#### [What you should do]
Look for the word "Spruce" in the records, and copy each line where it appears.

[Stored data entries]

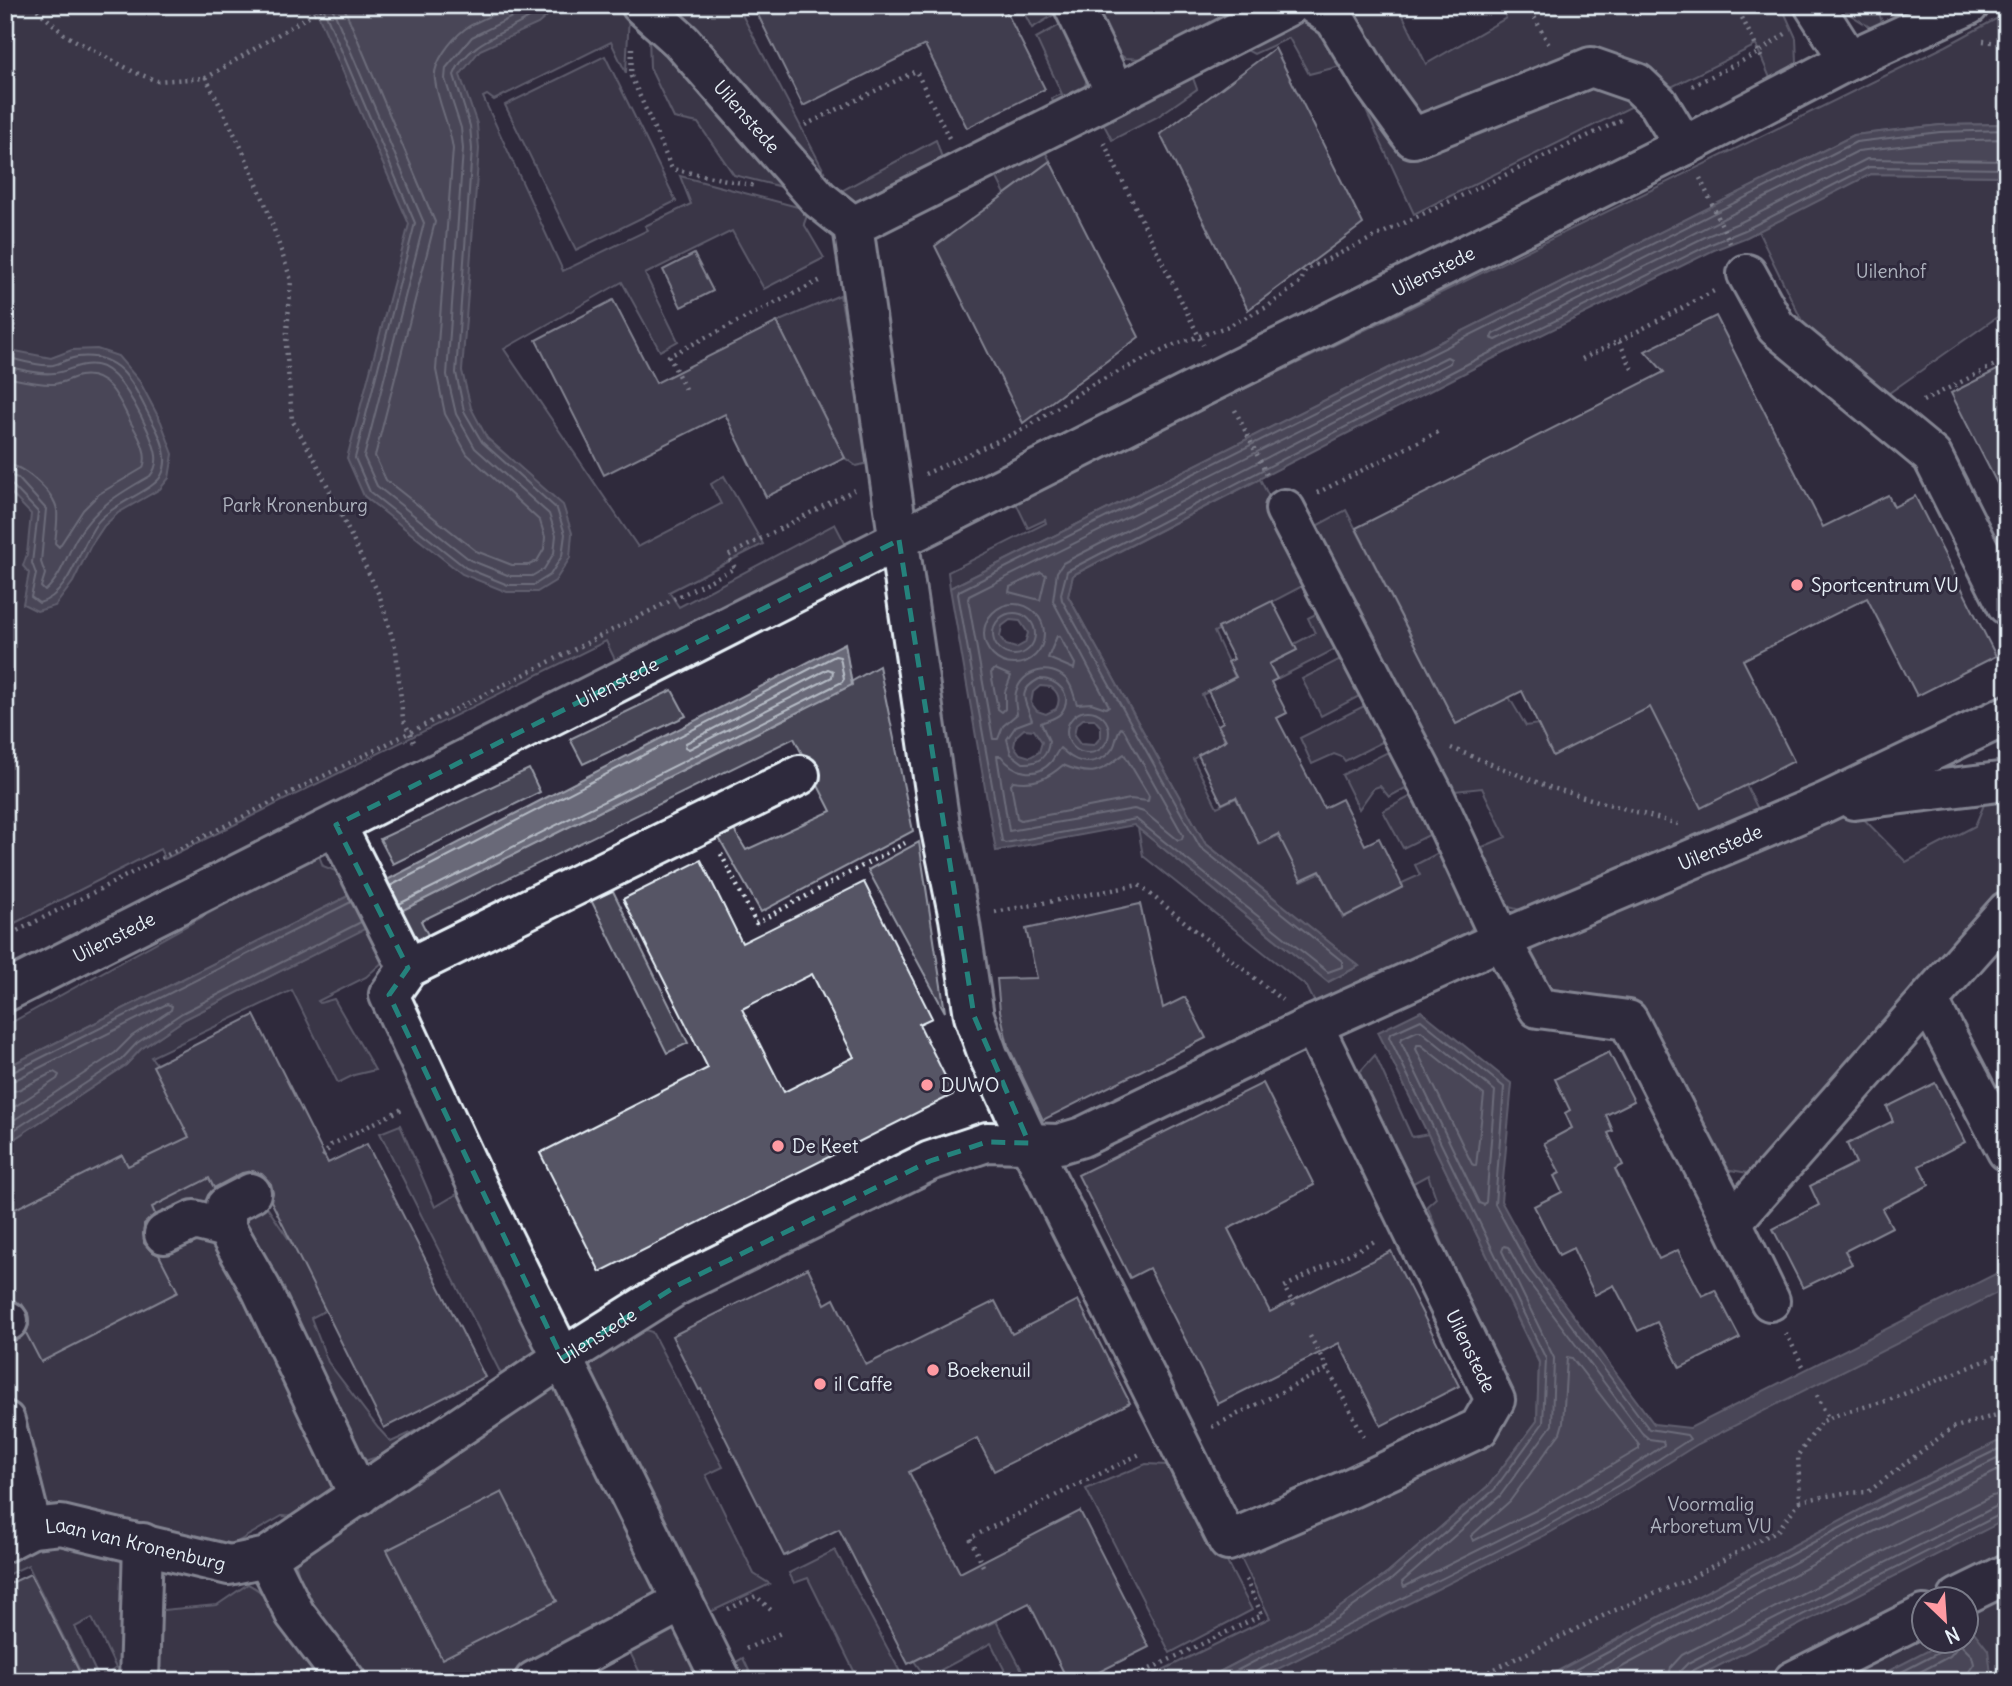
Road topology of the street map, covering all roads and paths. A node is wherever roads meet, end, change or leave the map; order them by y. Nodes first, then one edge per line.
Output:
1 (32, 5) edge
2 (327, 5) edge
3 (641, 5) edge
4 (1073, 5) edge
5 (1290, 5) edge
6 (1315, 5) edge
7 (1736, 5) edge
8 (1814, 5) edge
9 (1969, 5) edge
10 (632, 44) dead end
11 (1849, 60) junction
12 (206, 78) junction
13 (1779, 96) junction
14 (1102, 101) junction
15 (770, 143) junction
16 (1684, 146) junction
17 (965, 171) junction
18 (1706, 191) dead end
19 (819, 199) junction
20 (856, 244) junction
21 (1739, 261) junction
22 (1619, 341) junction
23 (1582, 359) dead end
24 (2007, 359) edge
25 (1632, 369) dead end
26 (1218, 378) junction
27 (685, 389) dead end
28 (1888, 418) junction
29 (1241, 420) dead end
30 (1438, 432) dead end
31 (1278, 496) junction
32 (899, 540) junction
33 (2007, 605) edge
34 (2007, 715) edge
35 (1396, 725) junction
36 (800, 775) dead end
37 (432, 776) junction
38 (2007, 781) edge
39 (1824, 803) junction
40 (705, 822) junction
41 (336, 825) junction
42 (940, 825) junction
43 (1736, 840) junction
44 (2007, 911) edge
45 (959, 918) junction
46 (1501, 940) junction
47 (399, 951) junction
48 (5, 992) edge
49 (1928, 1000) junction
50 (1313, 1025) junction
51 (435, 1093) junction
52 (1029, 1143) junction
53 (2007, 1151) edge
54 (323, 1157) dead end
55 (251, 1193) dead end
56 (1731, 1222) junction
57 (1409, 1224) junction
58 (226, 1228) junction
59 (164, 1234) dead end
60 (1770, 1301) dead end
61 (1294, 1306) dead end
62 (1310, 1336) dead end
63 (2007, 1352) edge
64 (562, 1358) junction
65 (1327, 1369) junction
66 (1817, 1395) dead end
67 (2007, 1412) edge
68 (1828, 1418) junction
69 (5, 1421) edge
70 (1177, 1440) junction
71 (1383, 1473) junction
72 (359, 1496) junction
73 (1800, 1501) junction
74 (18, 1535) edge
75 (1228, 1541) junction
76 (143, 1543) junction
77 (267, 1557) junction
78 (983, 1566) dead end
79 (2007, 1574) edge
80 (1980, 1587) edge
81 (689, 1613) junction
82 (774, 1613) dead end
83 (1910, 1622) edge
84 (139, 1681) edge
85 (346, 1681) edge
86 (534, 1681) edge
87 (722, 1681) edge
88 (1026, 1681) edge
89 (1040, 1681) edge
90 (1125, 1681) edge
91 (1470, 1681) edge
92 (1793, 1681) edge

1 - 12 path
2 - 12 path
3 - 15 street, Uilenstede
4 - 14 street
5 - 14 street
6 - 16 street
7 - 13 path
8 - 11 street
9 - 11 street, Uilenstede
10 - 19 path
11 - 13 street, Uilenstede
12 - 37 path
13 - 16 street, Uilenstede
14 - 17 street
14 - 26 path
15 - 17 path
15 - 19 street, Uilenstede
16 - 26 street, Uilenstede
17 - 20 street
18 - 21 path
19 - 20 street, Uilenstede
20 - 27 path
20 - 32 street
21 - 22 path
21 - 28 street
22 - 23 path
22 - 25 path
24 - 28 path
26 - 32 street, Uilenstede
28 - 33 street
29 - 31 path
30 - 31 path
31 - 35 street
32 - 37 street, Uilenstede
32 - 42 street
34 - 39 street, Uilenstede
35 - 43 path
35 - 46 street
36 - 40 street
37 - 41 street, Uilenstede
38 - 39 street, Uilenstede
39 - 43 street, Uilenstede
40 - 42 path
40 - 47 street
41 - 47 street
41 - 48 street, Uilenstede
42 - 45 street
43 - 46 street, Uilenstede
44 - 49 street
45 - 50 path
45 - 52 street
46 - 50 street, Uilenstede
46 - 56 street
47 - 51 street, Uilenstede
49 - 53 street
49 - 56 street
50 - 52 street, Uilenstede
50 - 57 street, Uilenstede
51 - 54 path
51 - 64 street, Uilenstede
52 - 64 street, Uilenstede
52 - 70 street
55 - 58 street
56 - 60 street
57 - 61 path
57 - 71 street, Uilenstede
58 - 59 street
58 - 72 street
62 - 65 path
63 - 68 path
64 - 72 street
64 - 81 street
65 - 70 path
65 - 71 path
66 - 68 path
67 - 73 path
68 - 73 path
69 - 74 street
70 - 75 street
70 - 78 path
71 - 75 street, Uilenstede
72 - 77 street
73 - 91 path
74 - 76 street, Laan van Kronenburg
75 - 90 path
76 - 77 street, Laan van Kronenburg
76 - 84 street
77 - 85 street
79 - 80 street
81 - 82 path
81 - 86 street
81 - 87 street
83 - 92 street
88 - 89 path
--
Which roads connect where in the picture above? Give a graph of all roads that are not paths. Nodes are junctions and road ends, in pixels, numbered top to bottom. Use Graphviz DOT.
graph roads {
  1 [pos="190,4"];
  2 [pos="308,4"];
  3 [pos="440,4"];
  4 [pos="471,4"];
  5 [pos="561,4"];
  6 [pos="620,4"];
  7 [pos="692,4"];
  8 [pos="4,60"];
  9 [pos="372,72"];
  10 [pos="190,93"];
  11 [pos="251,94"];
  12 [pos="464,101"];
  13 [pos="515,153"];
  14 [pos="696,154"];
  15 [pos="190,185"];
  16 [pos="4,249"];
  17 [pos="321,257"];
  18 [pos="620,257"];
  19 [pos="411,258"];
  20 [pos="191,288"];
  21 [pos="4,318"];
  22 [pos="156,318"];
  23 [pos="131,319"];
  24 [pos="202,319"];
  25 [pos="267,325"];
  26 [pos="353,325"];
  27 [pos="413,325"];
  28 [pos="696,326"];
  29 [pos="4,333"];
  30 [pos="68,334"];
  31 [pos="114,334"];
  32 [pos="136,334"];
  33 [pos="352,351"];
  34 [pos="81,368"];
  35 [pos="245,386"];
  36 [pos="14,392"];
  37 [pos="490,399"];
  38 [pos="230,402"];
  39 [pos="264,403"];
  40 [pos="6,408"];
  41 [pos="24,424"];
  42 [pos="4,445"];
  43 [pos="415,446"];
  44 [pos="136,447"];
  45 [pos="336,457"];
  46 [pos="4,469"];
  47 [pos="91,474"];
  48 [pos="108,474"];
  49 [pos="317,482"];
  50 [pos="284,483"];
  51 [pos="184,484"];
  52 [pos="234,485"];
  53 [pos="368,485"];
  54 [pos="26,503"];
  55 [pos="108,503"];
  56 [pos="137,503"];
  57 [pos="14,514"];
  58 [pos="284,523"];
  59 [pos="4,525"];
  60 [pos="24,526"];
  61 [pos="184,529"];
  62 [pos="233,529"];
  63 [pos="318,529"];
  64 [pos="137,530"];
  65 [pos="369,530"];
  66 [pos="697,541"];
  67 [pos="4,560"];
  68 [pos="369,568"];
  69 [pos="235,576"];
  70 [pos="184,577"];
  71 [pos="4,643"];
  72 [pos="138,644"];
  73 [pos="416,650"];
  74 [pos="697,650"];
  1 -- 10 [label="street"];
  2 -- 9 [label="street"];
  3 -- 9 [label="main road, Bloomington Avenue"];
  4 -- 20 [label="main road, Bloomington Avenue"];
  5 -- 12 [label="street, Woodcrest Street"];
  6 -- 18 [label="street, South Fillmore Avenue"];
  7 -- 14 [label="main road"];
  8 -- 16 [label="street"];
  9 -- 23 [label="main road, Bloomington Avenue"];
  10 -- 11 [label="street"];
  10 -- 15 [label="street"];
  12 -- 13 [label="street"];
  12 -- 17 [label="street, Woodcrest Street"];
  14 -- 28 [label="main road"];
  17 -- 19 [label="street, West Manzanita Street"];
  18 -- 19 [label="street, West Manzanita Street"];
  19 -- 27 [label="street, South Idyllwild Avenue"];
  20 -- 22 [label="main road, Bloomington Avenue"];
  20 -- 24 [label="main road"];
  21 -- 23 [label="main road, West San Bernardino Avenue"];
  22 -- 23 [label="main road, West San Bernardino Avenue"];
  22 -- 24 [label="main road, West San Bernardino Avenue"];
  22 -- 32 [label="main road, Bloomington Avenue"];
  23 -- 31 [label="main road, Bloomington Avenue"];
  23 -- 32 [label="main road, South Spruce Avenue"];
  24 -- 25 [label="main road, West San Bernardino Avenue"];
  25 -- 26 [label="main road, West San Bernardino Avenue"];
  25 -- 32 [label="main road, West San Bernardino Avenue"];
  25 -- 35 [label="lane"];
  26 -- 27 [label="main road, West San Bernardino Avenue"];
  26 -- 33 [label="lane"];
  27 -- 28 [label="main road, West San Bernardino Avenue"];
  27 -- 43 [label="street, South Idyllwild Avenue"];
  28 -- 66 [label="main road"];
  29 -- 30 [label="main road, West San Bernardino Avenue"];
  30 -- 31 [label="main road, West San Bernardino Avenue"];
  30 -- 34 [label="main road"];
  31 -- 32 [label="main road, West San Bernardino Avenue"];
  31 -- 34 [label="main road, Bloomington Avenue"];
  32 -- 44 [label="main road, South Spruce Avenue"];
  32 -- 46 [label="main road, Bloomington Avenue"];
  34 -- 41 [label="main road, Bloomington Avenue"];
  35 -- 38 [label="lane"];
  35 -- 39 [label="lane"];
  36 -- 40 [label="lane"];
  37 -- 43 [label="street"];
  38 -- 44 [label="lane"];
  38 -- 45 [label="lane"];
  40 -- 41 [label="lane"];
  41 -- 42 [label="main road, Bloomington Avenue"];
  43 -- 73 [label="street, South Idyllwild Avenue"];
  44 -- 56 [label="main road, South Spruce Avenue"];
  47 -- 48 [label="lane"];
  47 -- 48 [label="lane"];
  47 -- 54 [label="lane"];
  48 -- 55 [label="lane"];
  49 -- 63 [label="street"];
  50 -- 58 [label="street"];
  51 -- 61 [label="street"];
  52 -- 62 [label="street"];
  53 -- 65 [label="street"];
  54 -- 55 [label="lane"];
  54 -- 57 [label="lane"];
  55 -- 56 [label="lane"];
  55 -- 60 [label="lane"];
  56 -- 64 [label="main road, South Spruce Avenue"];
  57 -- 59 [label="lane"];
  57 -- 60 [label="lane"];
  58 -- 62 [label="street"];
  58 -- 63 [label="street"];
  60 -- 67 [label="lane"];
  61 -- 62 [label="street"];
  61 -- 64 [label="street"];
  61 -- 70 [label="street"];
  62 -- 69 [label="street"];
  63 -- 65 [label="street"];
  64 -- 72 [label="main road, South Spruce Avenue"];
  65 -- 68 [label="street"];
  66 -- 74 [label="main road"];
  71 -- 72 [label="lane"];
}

#### [Output below]
  23 -- 32 [label="main road, South Spruce Avenue"];
  32 -- 44 [label="main road, South Spruce Avenue"];
  44 -- 56 [label="main road, South Spruce Avenue"];
  56 -- 64 [label="main road, South Spruce Avenue"];
  64 -- 72 [label="main road, South Spruce Avenue"];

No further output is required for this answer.